What you need to do:
An exact reproduction of all the entries is the expected answer.

------ Data ------

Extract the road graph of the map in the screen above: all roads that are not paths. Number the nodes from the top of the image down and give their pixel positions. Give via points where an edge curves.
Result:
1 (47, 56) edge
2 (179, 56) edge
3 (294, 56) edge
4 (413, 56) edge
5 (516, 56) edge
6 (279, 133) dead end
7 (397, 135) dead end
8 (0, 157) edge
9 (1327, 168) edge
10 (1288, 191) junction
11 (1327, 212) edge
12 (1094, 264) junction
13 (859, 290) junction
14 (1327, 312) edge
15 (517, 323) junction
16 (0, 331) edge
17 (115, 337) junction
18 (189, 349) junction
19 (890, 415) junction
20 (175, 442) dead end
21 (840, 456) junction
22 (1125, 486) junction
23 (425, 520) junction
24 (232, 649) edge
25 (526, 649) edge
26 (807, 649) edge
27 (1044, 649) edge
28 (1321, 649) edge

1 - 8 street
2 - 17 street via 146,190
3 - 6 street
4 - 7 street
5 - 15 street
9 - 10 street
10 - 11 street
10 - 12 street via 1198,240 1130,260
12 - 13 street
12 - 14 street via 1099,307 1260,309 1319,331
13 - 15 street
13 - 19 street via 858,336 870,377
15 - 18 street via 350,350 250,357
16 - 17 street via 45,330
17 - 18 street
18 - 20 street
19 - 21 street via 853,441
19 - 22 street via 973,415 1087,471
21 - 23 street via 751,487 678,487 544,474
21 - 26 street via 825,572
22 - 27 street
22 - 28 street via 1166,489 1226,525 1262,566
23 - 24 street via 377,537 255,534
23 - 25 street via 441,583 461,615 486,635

------

Output for this exercise:
Extract the road graph of the map in the screen above: all roads that are not paths. Number the nodes from the top of the image down and give their pixel positions. Give via points where an edge curves.
Result:
1 (47, 56) edge
2 (179, 56) edge
3 (294, 56) edge
4 (413, 56) edge
5 (516, 56) edge
6 (279, 133) dead end
7 (397, 135) dead end
8 (0, 157) edge
9 (1327, 168) edge
10 (1288, 191) junction
11 (1327, 212) edge
12 (1094, 264) junction
13 (859, 290) junction
14 (1327, 312) edge
15 (517, 323) junction
16 (0, 331) edge
17 (115, 337) junction
18 (189, 349) junction
19 (890, 415) junction
20 (175, 442) dead end
21 (840, 456) junction
22 (1125, 486) junction
23 (425, 520) junction
24 (232, 649) edge
25 (526, 649) edge
26 (807, 649) edge
27 (1044, 649) edge
28 (1321, 649) edge

1 - 8 street
2 - 17 street via 146,190
3 - 6 street
4 - 7 street
5 - 15 street
9 - 10 street
10 - 11 street
10 - 12 street via 1198,240 1130,260
12 - 13 street
12 - 14 street via 1099,307 1260,309 1319,331
13 - 15 street
13 - 19 street via 858,336 870,377
15 - 18 street via 350,350 250,357
16 - 17 street via 45,330
17 - 18 street
18 - 20 street
19 - 21 street via 853,441
19 - 22 street via 973,415 1087,471
21 - 23 street via 751,487 678,487 544,474
21 - 26 street via 825,572
22 - 27 street
22 - 28 street via 1166,489 1226,525 1262,566
23 - 24 street via 377,537 255,534
23 - 25 street via 441,583 461,615 486,635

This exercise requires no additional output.